Estou sozinho, ainda a sentir profundamente a ausência do Hércules, o meu cão de estimação, que faleceu há dois anos. Hoje, a navegar pelas redes sociais, acabei por visitar o Instagram da minha ex-namorada, a Estefânia. Tivemos um relacionamento de cinco anos, mas terminámos há outros cinco anos. Bem, na verdade, foi ela quem terminou. Se fosse por mim, acredito que ainda estaríamos juntos, talvez até casados e a morar aqui no apartamento 48.

As coisas do coração são complicadas, e eu não percebo muito sobre o amor. Confesso que ainda tenho um carinho especial pela Estefânia. Apesar de já não estarmos juntos, admiro-a como mulher e como pessoa. Sempre me tratou bem, e conseguimos manter uma amizade após o fim da relação. Hoje, ela está num novo relacionamento e eu continuo sozinho.

Nestes cinco anos, não consegui avançar com outro relacionamento. Comecei alguns, mas nenhum durou mais do que uma semana ou quinze dias. Por várias razões, não resultaram. Talvez me tenha habituado à solidão, ao meu espaço e à liberdade que ela traz.

Agora, o que eu não entendo sobre o amor é por que as pessoas têm esta necessidade de apagar o passado.

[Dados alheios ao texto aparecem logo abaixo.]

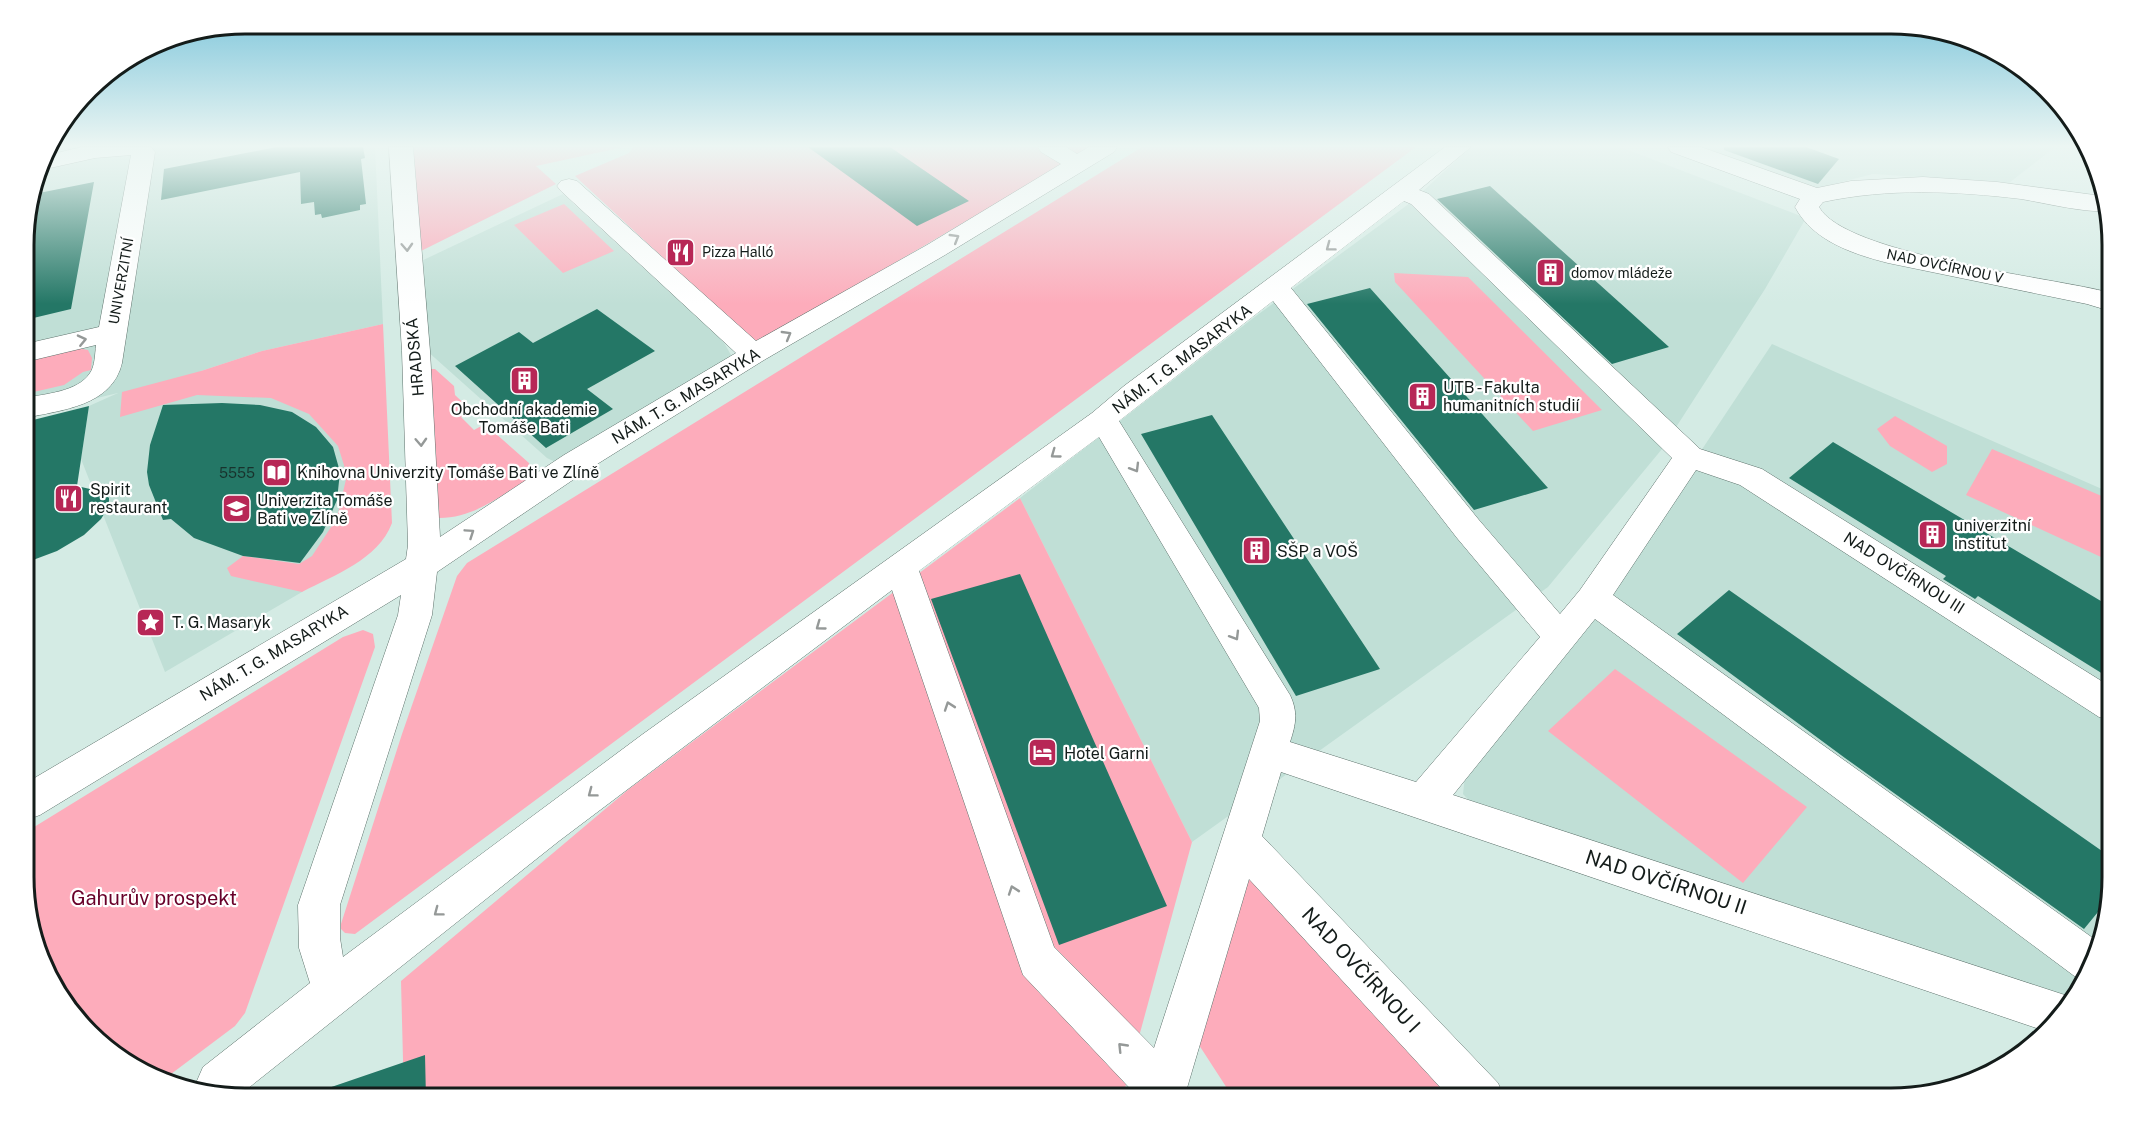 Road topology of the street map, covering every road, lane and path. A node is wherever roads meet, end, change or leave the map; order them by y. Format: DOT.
graph roads {
  1 [pos="134,199"];
  2 [pos="405,199"];
  3 [pos="584,199"];
  4 [pos="1019,199"];
  5 [pos="1394,199"];
  6 [pos="1420,199"];
  7 [pos="1813,199"];
  8 [pos="2069,199"];
  9 [pos="2097,203"];
  10 [pos="1276,287"];
  11 [pos="2102,300"];
  12 [pos="112,333"];
  13 [pos="35,351"];
  14 [pos="754,354"];
  15 [pos="35,406"];
  16 [pos="1102,420"];
  17 [pos="1689,457"];
  18 [pos="421,566"];
  19 [pos="901,567"];
  20 [pos="1592,599"];
  21 [pos="1563,635"];
  22 [pos="2102,700"];
  23 [pos="1269,751"];
  24 [pos="34,799"];
  25 [pos="1424,801"];
  26 [pos="1241,842"];
  27 [pos="2085,958"];
  28 [pos="335,989"];
  29 [pos="2053,1012"];
  30 [pos="219,1083"];
  31 [pos="1159,1088"];
  32 [pos="1165,1088"];
  33 [pos="1472,1088"];
  1 -- 12 [label="street, UNIVERZITNÍ"];
  2 -- 18 [label="street, HRADSKÁ, one-way"];
  3 -- 14 [label="street"];
  14 -- 4 [label="street, NÁM. T. G. MASARYKA, one-way"];
  5 -- 10 [label="street, NÁM. T. G. MASARYKA, one-way"];
  6 -- 17 [label="street"];
  7 -- 11 [label="street, NAD OVČÍRNOU V"];
  8 -- 9 [label="street"];
  10 -- 16 [label="street, NÁM. T. G. MASARYKA"];
  10 -- 21 [label="street"];
  13 -- 12 [label="street, UNIVERZITNÍ, one-way"];
  12 -- 15 [label="street, UNIVERZITNÍ"];
  18 -- 14 [label="street, NÁM. T. G. MASARYKA, one-way"];
  16 -- 19 [label="street, NÁM. T. G. MASARYKA, one-way"];
  16 -- 23 [label="street, one-way"];
  17 -- 20 [label="street"];
  17 -- 22 [label="street, NAD OVČÍRNOU III"];
  18 -- 24 [label="street, NÁM. T. G. MASARYKA"];
  18 -- 28 [label="street, HRADSKÁ"];
  19 -- 28 [label="street, NÁM. T. G. MASARYKA, one-way"];
  31 -- 19 [label="street, one-way"];
  20 -- 21 [label="street"];
  20 -- 27 [label="street"];
  21 -- 25 [label="street"];
  23 -- 25 [label="street, NAD OVČÍRNOU II"];
  23 -- 26 [label="street"];
  25 -- 29 [label="street, NAD OVČÍRNOU II"];
  26 -- 32 [label="street"];
  26 -- 33 [label="street, NAD OVČÍRNOU I"];
  28 -- 30 [label="street, NÁM. T. G. MASARYKA"];
} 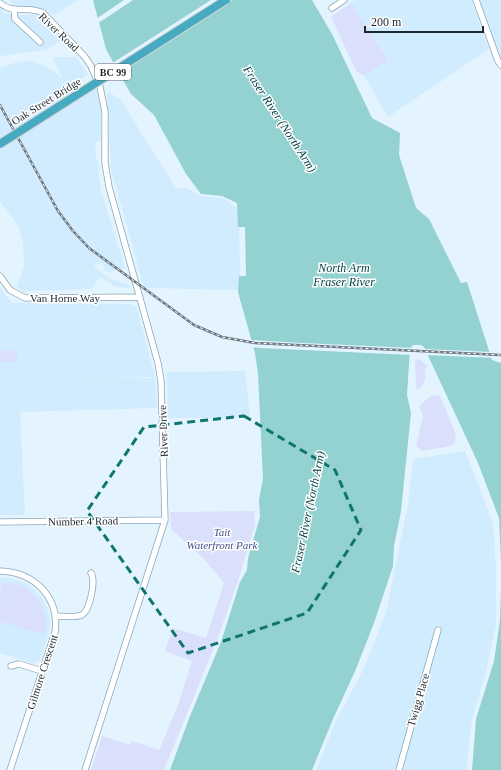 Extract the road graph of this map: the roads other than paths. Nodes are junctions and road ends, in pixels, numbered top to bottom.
1 (218, 0) edge
2 (226, 0) edge
3 (344, 0) edge
4 (476, 0) edge
5 (0, 3) edge
6 (332, 8) dead end
7 (14, 10) junction
8 (40, 42) dead end
9 (501, 65) edge
10 (100, 87) joint
11 (0, 138) edge
12 (0, 144) edge
13 (0, 276) edge
14 (140, 297) junction
15 (165, 520) junction
16 (0, 522) edge
17 (0, 568) edge
18 (0, 571) edge
19 (9, 571) junction
20 (91, 573) dead end
21 (56, 616) junction
22 (438, 630) dead end
23 (11, 666) dead end
24 (42, 671) junction
25 (10, 770) edge
26 (85, 770) edge
27 (399, 770) edge

1 - 11 highway, Oak Street Bridge / BC 99
2 - 12 highway, Oak Street Bridge / BC 99, bridge
3 - 6 street
4 - 9 street
5 - 7 street, River Road
7 - 8 street
7 - 10 street, River Road
10 - 14 street, River Drive
13 - 14 street, Van Horne Way
14 - 15 street, River Drive
15 - 16 street, Number 4 Road
15 - 26 street, River Drive
17 - 19 street, Gilmore Crescent
18 - 19 street, Gilmore Crescent
19 - 21 street, Gilmore Crescent
20 - 21 street
21 - 24 street, Gilmore Crescent
22 - 27 street, Twigg Place
23 - 24 street
24 - 25 street, Gilmore Crescent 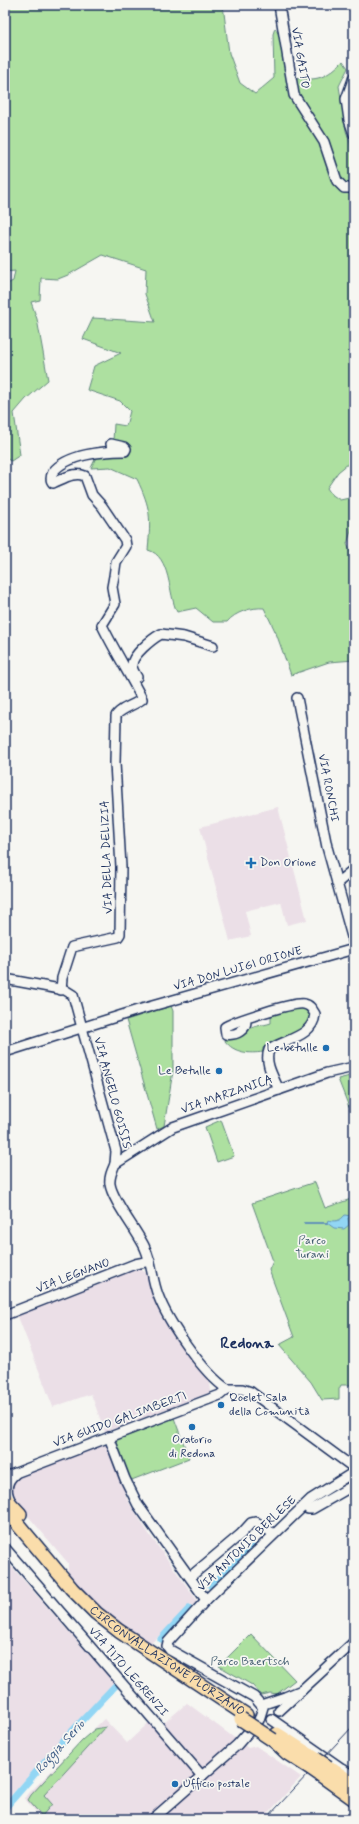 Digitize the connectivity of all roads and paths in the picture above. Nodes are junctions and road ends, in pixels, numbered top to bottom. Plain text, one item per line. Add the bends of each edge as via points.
1 (279, 5) edge
2 (354, 76) edge
3 (354, 134) edge
4 (354, 188) edge
5 (111, 444) dead end
6 (213, 646) dead end
7 (297, 698) dead end
8 (142, 699) junction
9 (354, 869) edge
10 (337, 883) junction
11 (354, 944) edge
12 (354, 949) edge
13 (5, 979) edge
14 (61, 990) junction
15 (128, 1013) joint
16 (246, 1019) dead end
17 (82, 1027) junction
18 (5, 1052) edge
19 (354, 1067) edge
20 (279, 1090) junction
21 (115, 1164) junction
22 (150, 1261) junction
23 (5, 1315) edge
24 (227, 1389) junction
25 (109, 1437) junction
26 (354, 1468) edge
27 (19, 1470) junction
28 (354, 1472) edge
29 (5, 1477) edge
30 (354, 1485) edge
31 (5, 1498) edge
32 (306, 1505) junction
33 (11, 1510) edge
34 (5, 1518) edge
35 (274, 1534) junction
36 (5, 1548) edge
37 (190, 1577) junction
38 (206, 1600) junction
39 (354, 1642) edge
40 (302, 1690) junction
41 (273, 1701) junction
42 (262, 1708) junction
43 (274, 1716) junction
44 (243, 1717) junction
45 (277, 1733) junction
46 (237, 1745) junction
47 (325, 1772) junction
48 (202, 1776) junction
49 (354, 1776) edge
50 (354, 1784) edge
51 (354, 1793) edge
52 (354, 1799) edge
53 (153, 1819) edge

1 - 4 street, VIA GAITO via 294,96 324,142 337,180 344,188
2 - 3 street via 346,99
5 - 8 street via 126,449 90,454 65,462 53,473 51,481 54,483 80,474 85,476 92,494 125,540 126,546 116,562 112,587 115,604 102,624
6 - 8 street via 163,633 154,639 132,662 132,668 144,691
7 - 10 street, VIA RONCHI
8 - 14 street, VIA DELLA DELIZIA via 116,716 115,763 121,867 120,934 118,937 72,947 62,978
9 - 10 street
10 - 11 street, VIA RONCHI
12 - 15 street, VIA DON LUIGI ORIONE
13 - 14 street, VIA ANGELO GOISIS
14 - 17 street, VIA ANGELO GOISIS via 73,995
15 - 17 street, VIA ANGELO GOISIS
16 - 20 street via 302,1004 308,1005 315,1014 311,1027 269,1050 268,1063
17 - 18 street
17 - 21 street, VIA ANGELO GOISIS via 116,1151
19 - 20 street, VIA MARZANICA via 337,1070
20 - 21 street, VIA MARZANICA via 173,1127
21 - 22 street, VIA ANGELO GOISIS via 110,1174 112,1191
22 - 23 street, VIA LEGNANO via 135,1264
22 - 24 street, VIA ANGELO GOISIS via 157,1294 174,1328 209,1372
24 - 25 street, VIA GUIDO GALIMBERTI via 220,1395
24 - 26 street via 251,1392
25 - 27 street, VIA GUIDO GALIMBERTI
25 - 37 street via 138,1505
27 - 29 street, VIA GUIDO GALIMBERTI
27 - 33 street via 10,1478 6,1488
28 - 32 street, VIA ANTONIO BERLESE via 318,1494
30 - 32 street via 312,1509 308,1509
31 - 33 highway
32 - 35 street, VIA ANTONIO BERLESE
33 - 44 highway, CIRCONVALLAZIONE PLORZANO via 52,1555 61,1576 96,1613
34 - 44 highway, CIRCONVALLAZIONE PLORZANO via 64,1589 92,1617
35 - 37 street via 256,1522 251,1523
35 - 38 street, VIA ANTONIO BERLESE
36 - 48 street, VIA TITO LEGRENZI
37 - 38 street
38 - 42 street, VIA ANTONIO BERLESE via 169,1640 167,1646 254,1697
39 - 40 street
40 - 41 street
40 - 43 street
41 - 42 street via 268,1701
41 - 43 street via 277,1704
42 - 43 street via 264,1716
42 - 46 street via 259,1720
43 - 45 street
43 - 46 street via 252,1736
44 - 45 highway, CIRCONVALLAZIONE PLORZANO
45 - 47 highway, CIRCONVALLAZIONE PLORZANO, bridge
45 - 49 street
46 - 48 street
47 - 50 highway, CIRCONVALLAZIONE PLORZANO
47 - 51 highway, CIRCONVALLAZIONE PLORZANO
47 - 52 highway
48 - 53 street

Deixe-me explicar: até dois anos depois de terminarmos, a Estefânia ainda tinha fotos nossas nas suas redes sociais. Fotos de viagens a Nova Iorque, Nova Orleães, Itália e momentos especiais. Contudo, quando começou o novo relacionamento, começou também a apagar algumas dessas imagens.

Ao revisitar o perfil dela, percebi que recentemente apagou todas as fotos restantes. Não ficou uma única memória visível de nós dois. Foi como se ela quisesse eliminar qualquer vestígio da nossa história.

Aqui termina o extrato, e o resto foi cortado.